Application of the stopped-flow technique to TiO2-heterogeneous photocatalysis of hexavalent chromium in aqueous suspensions. Comparison with O2 and H2O2 as electron acceptors

J.M. MEICHTRY; R. DILLERT; D. W. BAHNEMANN; M. I. LITTER

LANGMUIR

AMER CHEMICAL SOC

Lugar: Washington; Año: 2015 vol. 31 p. 6229 - 6236

0743-7463

The dynamics of transfer of electrons stored in TiO2 nanoparticles to Cr(VI) in aqueous solution have been investigated using the stopped flow technique. TiO2 nanoparticles were previously irradiated under UV light in the presence of formic acid, and trapped electrons (eCBtrap−) were made to react with Cr(VI) as acceptor species; other common acceptor species such as O2 and H2O2 were also tested.

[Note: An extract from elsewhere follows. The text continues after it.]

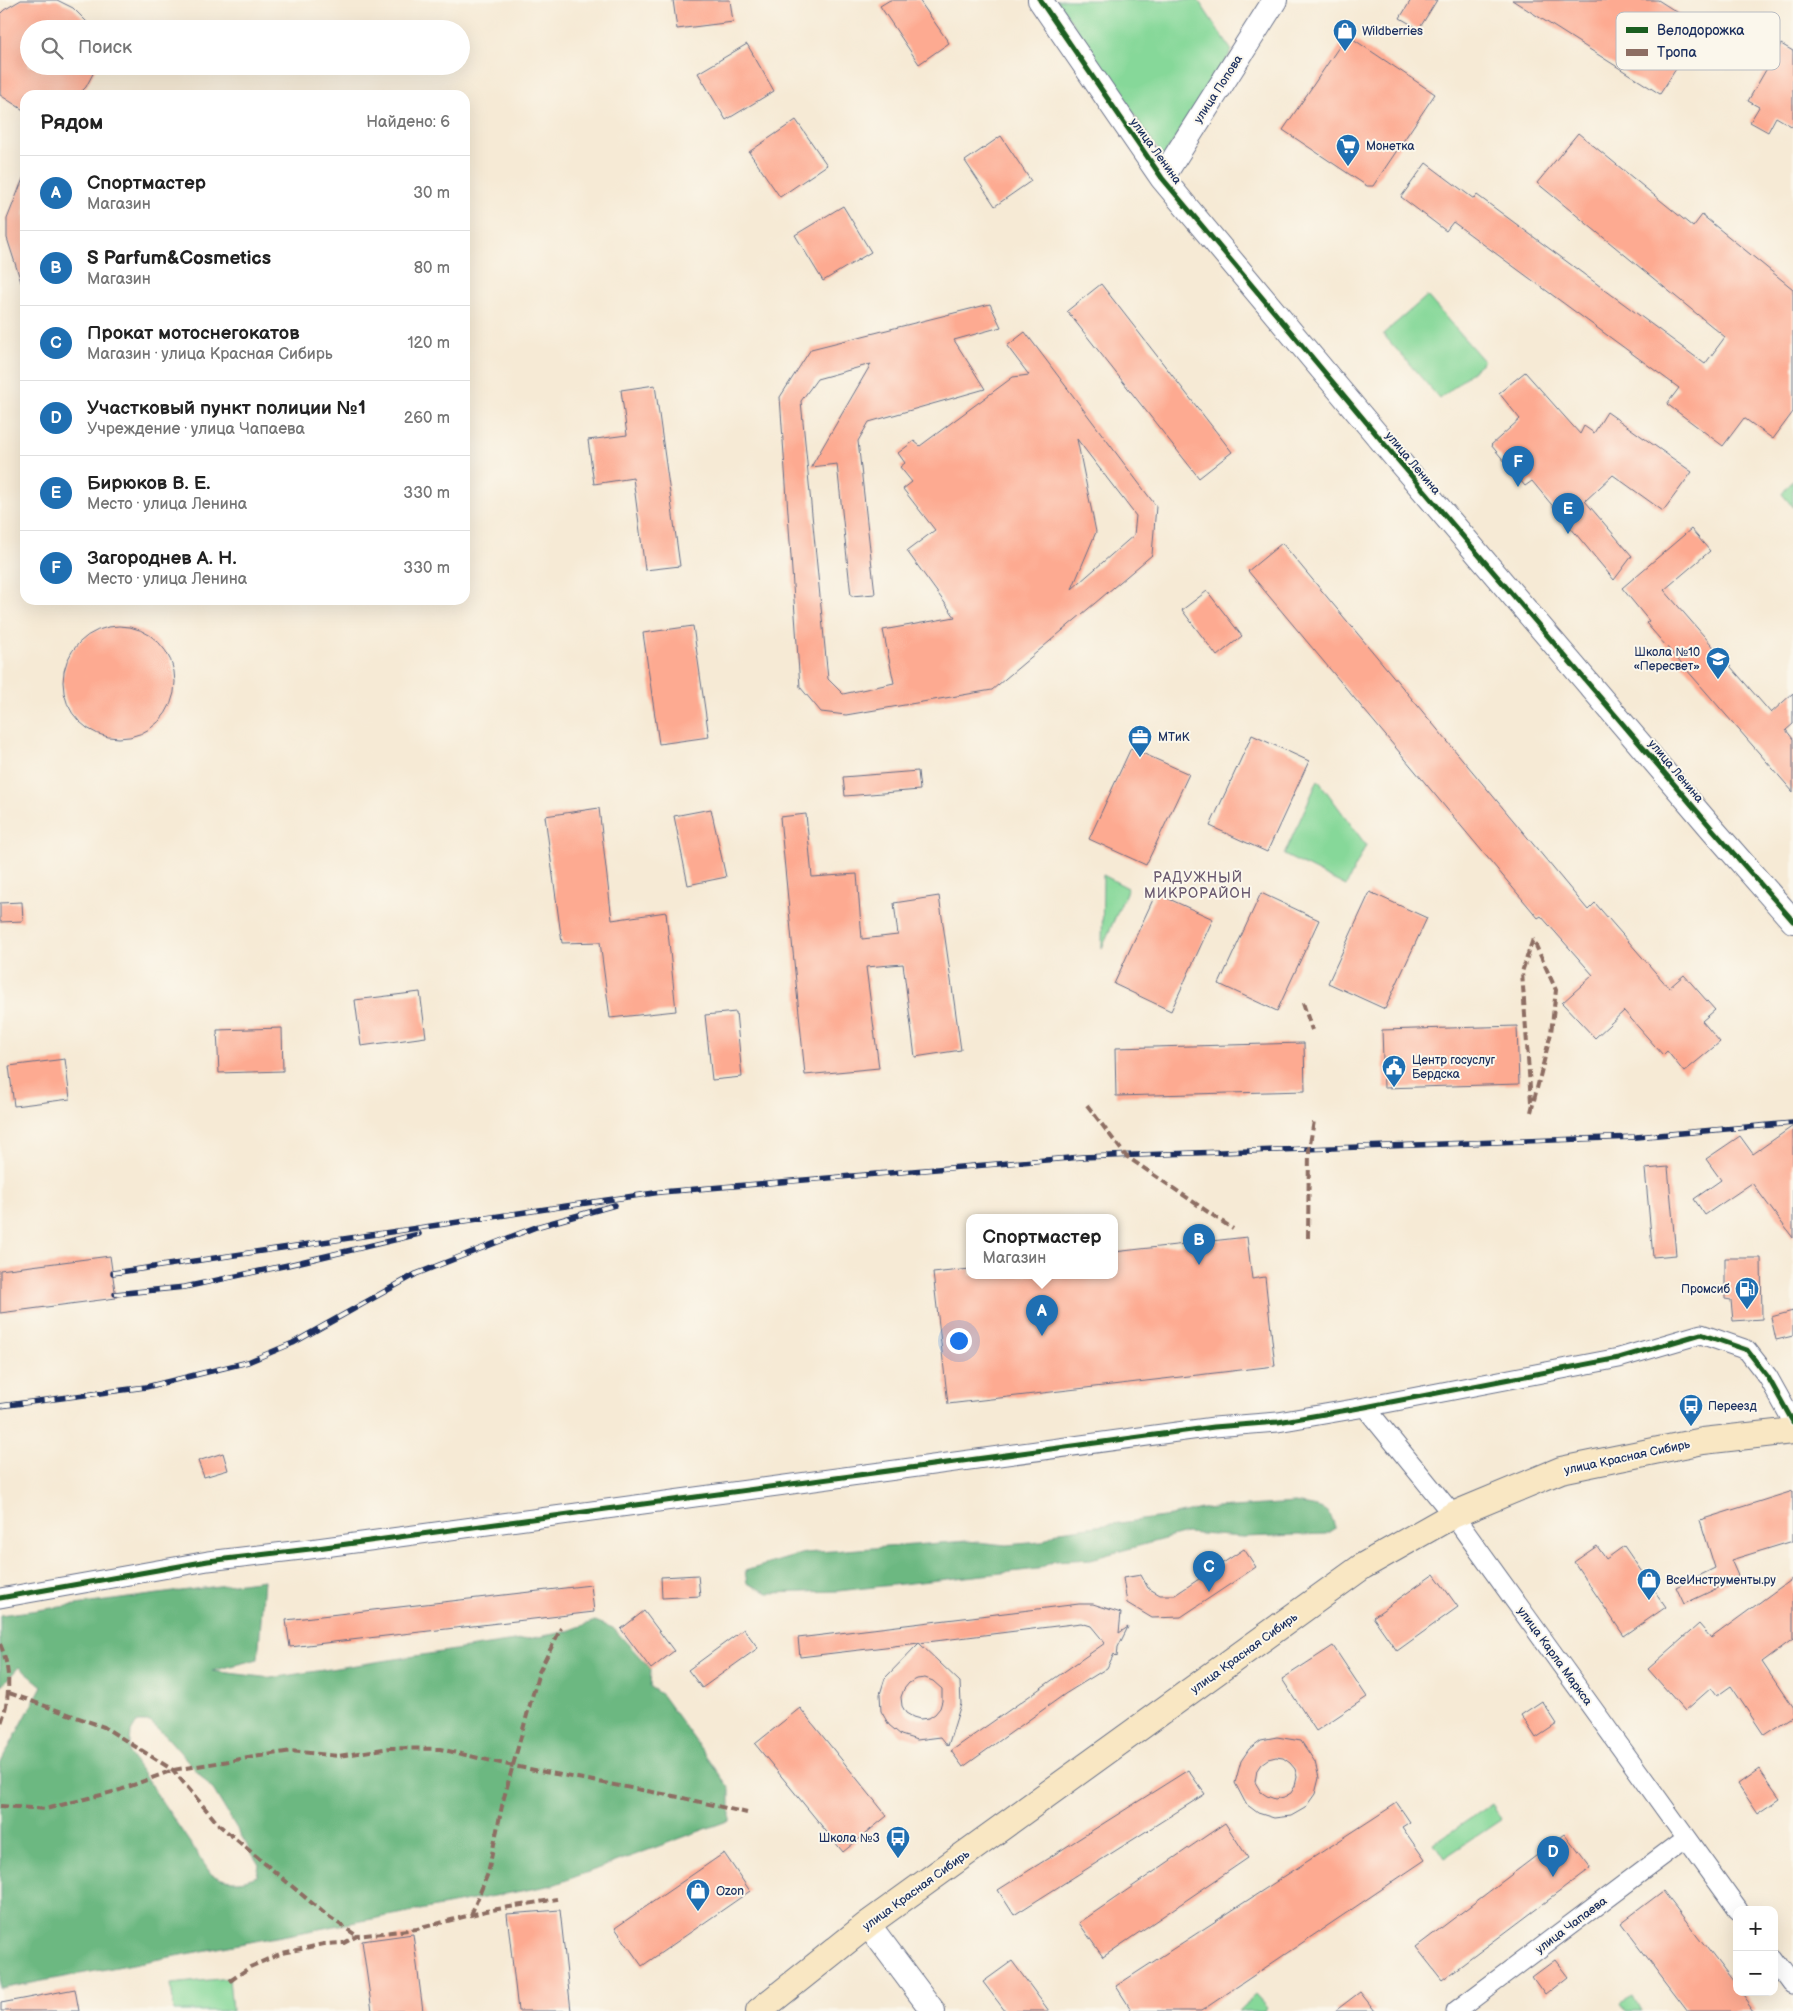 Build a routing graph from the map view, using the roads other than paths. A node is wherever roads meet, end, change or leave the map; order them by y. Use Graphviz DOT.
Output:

The temporal evolution of the trapped electrons was followed by the decrease of the absorbance at 600 nm, and the kinetics of the electron transfer reaction was modeled. Additionally, the rate of formation of the surface complex between Cr(VI) and TiO2 was determined with the stopped flow technique by following the evolution of the absorbance at 400 nm of suspensions of non-irradiated TiO2 nanoparticles and Cr(VI) at different concentrations. An approximately quadratic relationship was observed between the maximum absorbance of the surface complex and the concentration of Cr(VI), suggesting that Cr(VI) adsorbs over the TiO2 as dichromate. The kinetic analyses indicate that the electron transfer from TiO2 to Cr(VI) does not require the previous formation of the Cr(VI)-TiO2 surface complex, at least the complex detected here through the stopped flow experiments. When previously irradiated nTiO2 was used to follow the evolution of the Cr(VI)-TiO2 complex, an inhibition of the formation of the complex was observed, which can be related with the TiO2 deactivation caused by Cr(III) deposition.